(Saved data entries)
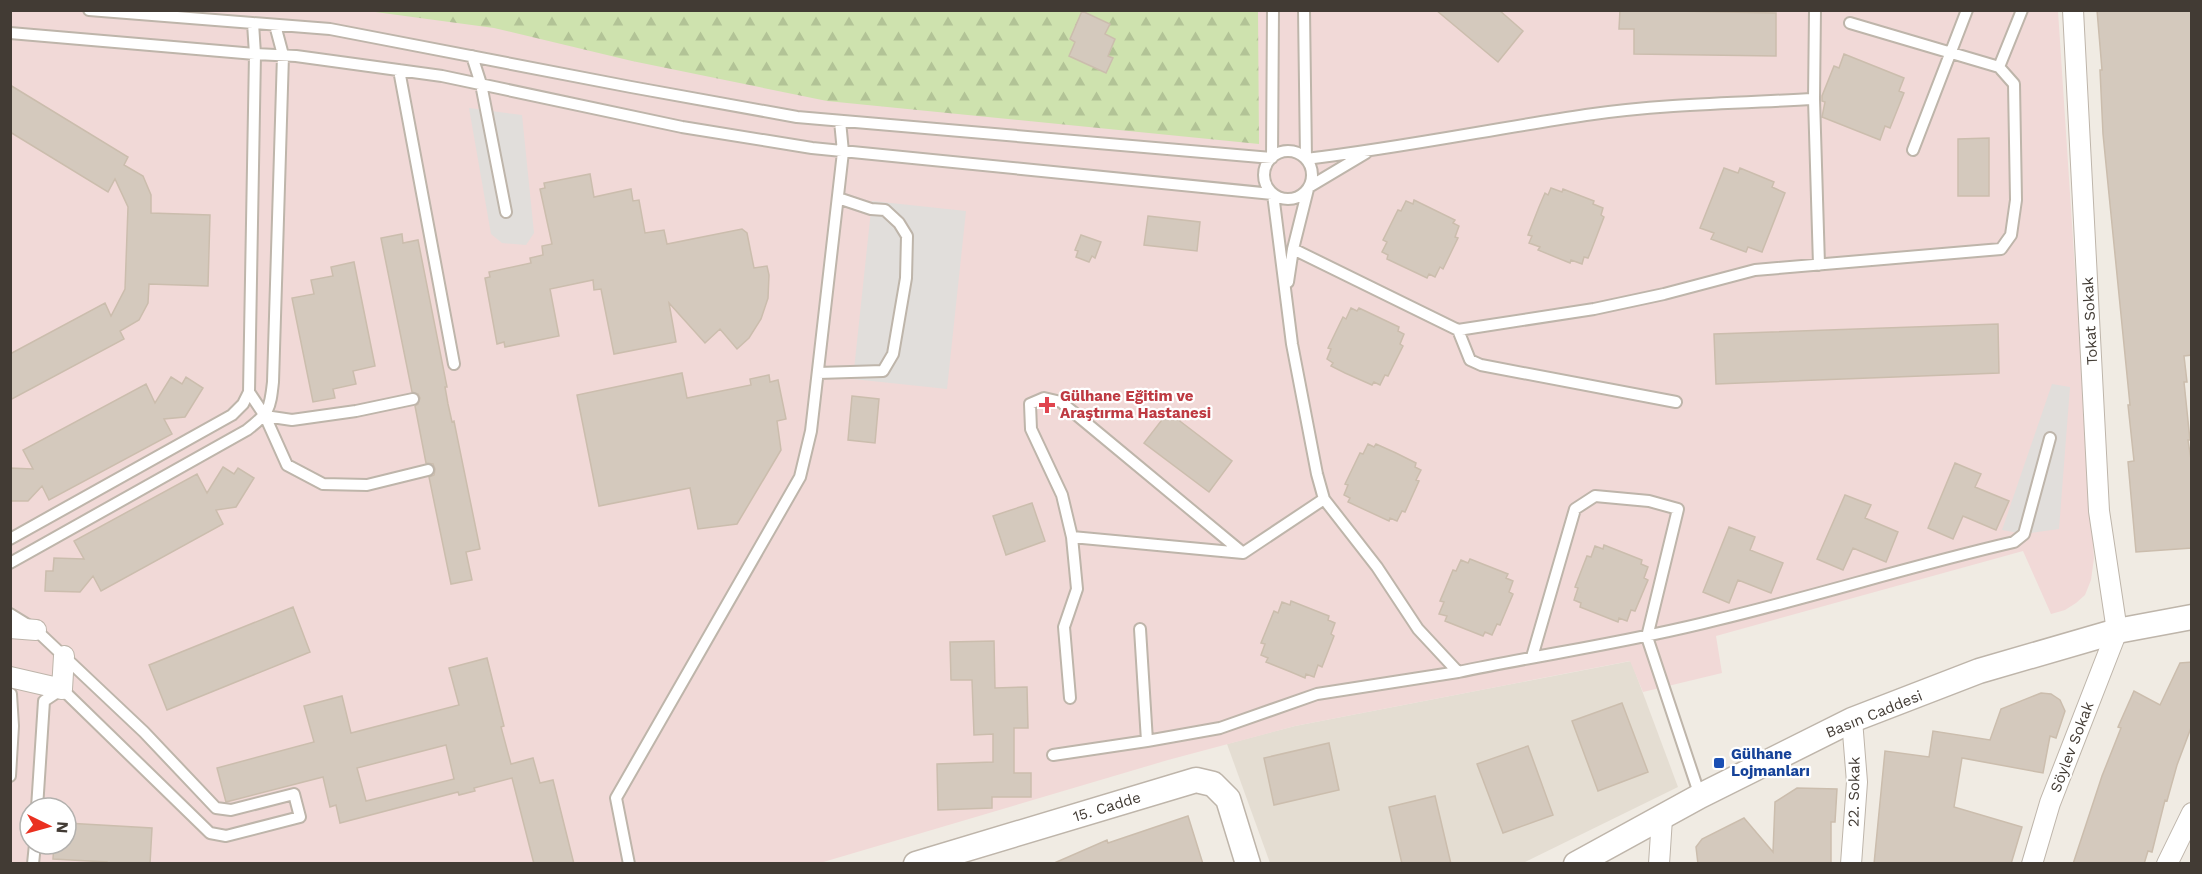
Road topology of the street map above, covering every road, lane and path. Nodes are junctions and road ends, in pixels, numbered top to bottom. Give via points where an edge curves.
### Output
1 (89, 10) edge
2 (1273, 10) edge
3 (1304, 10) edge
4 (1815, 10) edge
5 (1967, 10) edge
6 (2022, 10) edge
7 (2073, 10) edge
8 (253, 23) junction
9 (1850, 23) dead end
10 (275, 25) junction
11 (10, 33) edge
12 (1952, 53) junction
13 (255, 54) junction
14 (282, 55) junction
15 (472, 56) junction
16 (1999, 67) junction
17 (399, 70) junction
18 (481, 84) junction
19 (1814, 99) junction
20 (840, 121) junction
21 (1913, 150) dead end
22 (843, 152) junction
23 (1369, 152) junction
24 (1272, 158) junction
25 (1306, 159) junction
26 (1308, 188) junction
27 (1273, 194) junction
28 (838, 198) junction
29 (506, 212) dead end
30 (1293, 249) junction
31 (1819, 265) junction
32 (1286, 294) junction
33 (1458, 330) junction
34 (454, 364) dead end
35 (818, 373) junction
36 (249, 392) junction
37 (413, 399) dead end
38 (1676, 402) dead end
39 (265, 416) junction
40 (2050, 438) dead end
41 (428, 470) dead end
42 (1324, 499) junction
43 (1072, 537) junction
44 (10, 539) edge
45 (1243, 553) junction
46 (10, 563) edge
47 (10, 614) edge
48 (2192, 617) edge
49 (10, 628) edge
50 (1140, 629) dead end
51 (36, 630) junction
52 (2116, 631) junction
53 (1647, 637) junction
54 (64, 656) junction
55 (1532, 657) junction
56 (1458, 672) junction
57 (10, 677) edge
58 (62, 689) junction
59 (10, 694) edge
60 (1070, 698) dead end
61 (1852, 720) junction
62 (1147, 741) junction
63 (1053, 755) dead end
64 (10, 776) edge
65 (38, 796) edge
66 (1700, 796) junction
67 (2192, 813) edge
68 (1662, 818) junction
69 (629, 864) edge
70 (915, 864) edge
71 (1248, 864) edge
72 (1576, 864) edge
73 (1659, 864) edge
74 (1851, 864) edge
75 (2032, 864) edge
76 (2167, 864) edge

1 - 8 lane
2 - 24 lane
3 - 25 lane
4 - 19 lane
5 - 12 lane
6 - 16 lane
7 - 52 street, Tokat Sokak via 2099,511
8 - 10 lane
8 - 13 lane
9 - 12 lane
10 - 14 lane
10 - 15 lane via 330,29
11 - 13 lane
12 - 16 lane
12 - 21 lane
13 - 14 lane
13 - 36 lane
14 - 17 lane
14 - 39 lane via 273,382
15 - 18 lane
15 - 20 lane via 797,117
16 - 31 lane via 2014,84 2016,200 2011,235 2001,249
17 - 18 lane
17 - 34 lane
18 - 22 lane via 682,127
18 - 29 lane
19 - 23 lane via 1664,106 1587,115
19 - 31 lane
20 - 22 lane
20 - 24 lane
22 - 27 lane
22 - 28 lane
23 - 25 lane
23 - 26 lane
24 - 25 lane via 1285,152
24 - 27 lane via 1265,180
25 - 26 lane via 1312,173
26 - 27 lane via 1296,198
26 - 30 lane
27 - 32 lane
28 - 35 lane
28 - 35 lane via 885,210 899,223 907,237 906,279 893,354 883,371
30 - 32 lane
30 - 33 lane
31 - 33 lane via 1755,270 1594,309
32 - 42 lane via 1292,344
33 - 38 lane via 1470,360 1481,365
35 - 69 lane via 812,431 800,477 616,798
36 - 39 lane
36 - 44 lane via 232,415
37 - 39 lane via 292,420
39 - 41 lane via 287,465 323,484 367,485
39 - 46 lane via 247,430
40 - 53 lane via 2024,534 2014,542
42 - 45 lane
42 - 56 lane via 1377,567 1418,629
43 - 45 lane
43 - 45 lane via 1062,495 1031,429 1030,404 1044,398 1061,402
43 - 60 lane via 1077,589 1065,627
47 - 51 lane
48 - 52 street, Basın Caddesi
49 - 51 street
50 - 62 lane
51 - 54 lane
52 - 61 street, Basın Caddesi via 1979,671
52 - 75 street, Söylev Sokak via 2050,803
53 - 55 lane
53 - 55 lane via 1678,509 1649,501 1595,496 1575,509
53 - 66 lane
54 - 58 street
54 - 58 lane via 216,808 231,810 294,794 300,817 226,836 210,833
55 - 56 lane
56 - 62 lane via 1317,694 1220,728
57 - 58 street
58 - 65 lane via 44,700
59 - 64 lane via 14,726
61 - 66 street, Basın Caddesi
61 - 74 street, 22. Sokak via 1857,782
62 - 63 lane
66 - 68 street, Basın Caddesi
67 - 76 street
68 - 72 street, Basın Caddesi
68 - 73 street
70 - 71 street, 15. Cadde via 1196,780 1213,784 1228,799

* **Aim of the task**: Word for word and without any pictures, return all of the lines above.

* **Output for this exercise**:
Road topology of the street map above, covering every road, lane and path. Nodes are junctions and road ends, in pixels, numbered top to bottom. Give via points where an edge curves.
### Output
1 (89, 10) edge
2 (1273, 10) edge
3 (1304, 10) edge
4 (1815, 10) edge
5 (1967, 10) edge
6 (2022, 10) edge
7 (2073, 10) edge
8 (253, 23) junction
9 (1850, 23) dead end
10 (275, 25) junction
11 (10, 33) edge
12 (1952, 53) junction
13 (255, 54) junction
14 (282, 55) junction
15 (472, 56) junction
16 (1999, 67) junction
17 (399, 70) junction
18 (481, 84) junction
19 (1814, 99) junction
20 (840, 121) junction
21 (1913, 150) dead end
22 (843, 152) junction
23 (1369, 152) junction
24 (1272, 158) junction
25 (1306, 159) junction
26 (1308, 188) junction
27 (1273, 194) junction
28 (838, 198) junction
29 (506, 212) dead end
30 (1293, 249) junction
31 (1819, 265) junction
32 (1286, 294) junction
33 (1458, 330) junction
34 (454, 364) dead end
35 (818, 373) junction
36 (249, 392) junction
37 (413, 399) dead end
38 (1676, 402) dead end
39 (265, 416) junction
40 (2050, 438) dead end
41 (428, 470) dead end
42 (1324, 499) junction
43 (1072, 537) junction
44 (10, 539) edge
45 (1243, 553) junction
46 (10, 563) edge
47 (10, 614) edge
48 (2192, 617) edge
49 (10, 628) edge
50 (1140, 629) dead end
51 (36, 630) junction
52 (2116, 631) junction
53 (1647, 637) junction
54 (64, 656) junction
55 (1532, 657) junction
56 (1458, 672) junction
57 (10, 677) edge
58 (62, 689) junction
59 (10, 694) edge
60 (1070, 698) dead end
61 (1852, 720) junction
62 (1147, 741) junction
63 (1053, 755) dead end
64 (10, 776) edge
65 (38, 796) edge
66 (1700, 796) junction
67 (2192, 813) edge
68 (1662, 818) junction
69 (629, 864) edge
70 (915, 864) edge
71 (1248, 864) edge
72 (1576, 864) edge
73 (1659, 864) edge
74 (1851, 864) edge
75 (2032, 864) edge
76 (2167, 864) edge

1 - 8 lane
2 - 24 lane
3 - 25 lane
4 - 19 lane
5 - 12 lane
6 - 16 lane
7 - 52 street, Tokat Sokak via 2099,511
8 - 10 lane
8 - 13 lane
9 - 12 lane
10 - 14 lane
10 - 15 lane via 330,29
11 - 13 lane
12 - 16 lane
12 - 21 lane
13 - 14 lane
13 - 36 lane
14 - 17 lane
14 - 39 lane via 273,382
15 - 18 lane
15 - 20 lane via 797,117
16 - 31 lane via 2014,84 2016,200 2011,235 2001,249
17 - 18 lane
17 - 34 lane
18 - 22 lane via 682,127
18 - 29 lane
19 - 23 lane via 1664,106 1587,115
19 - 31 lane
20 - 22 lane
20 - 24 lane
22 - 27 lane
22 - 28 lane
23 - 25 lane
23 - 26 lane
24 - 25 lane via 1285,152
24 - 27 lane via 1265,180
25 - 26 lane via 1312,173
26 - 27 lane via 1296,198
26 - 30 lane
27 - 32 lane
28 - 35 lane
28 - 35 lane via 885,210 899,223 907,237 906,279 893,354 883,371
30 - 32 lane
30 - 33 lane
31 - 33 lane via 1755,270 1594,309
32 - 42 lane via 1292,344
33 - 38 lane via 1470,360 1481,365
35 - 69 lane via 812,431 800,477 616,798
36 - 39 lane
36 - 44 lane via 232,415
37 - 39 lane via 292,420
39 - 41 lane via 287,465 323,484 367,485
39 - 46 lane via 247,430
40 - 53 lane via 2024,534 2014,542
42 - 45 lane
42 - 56 lane via 1377,567 1418,629
43 - 45 lane
43 - 45 lane via 1062,495 1031,429 1030,404 1044,398 1061,402
43 - 60 lane via 1077,589 1065,627
47 - 51 lane
48 - 52 street, Basın Caddesi
49 - 51 street
50 - 62 lane
51 - 54 lane
52 - 61 street, Basın Caddesi via 1979,671
52 - 75 street, Söylev Sokak via 2050,803
53 - 55 lane
53 - 55 lane via 1678,509 1649,501 1595,496 1575,509
53 - 66 lane
54 - 58 street
54 - 58 lane via 216,808 231,810 294,794 300,817 226,836 210,833
55 - 56 lane
56 - 62 lane via 1317,694 1220,728
57 - 58 street
58 - 65 lane via 44,700
59 - 64 lane via 14,726
61 - 66 street, Basın Caddesi
61 - 74 street, 22. Sokak via 1857,782
62 - 63 lane
66 - 68 street, Basın Caddesi
67 - 76 street
68 - 72 street, Basın Caddesi
68 - 73 street
70 - 71 street, 15. Cadde via 1196,780 1213,784 1228,799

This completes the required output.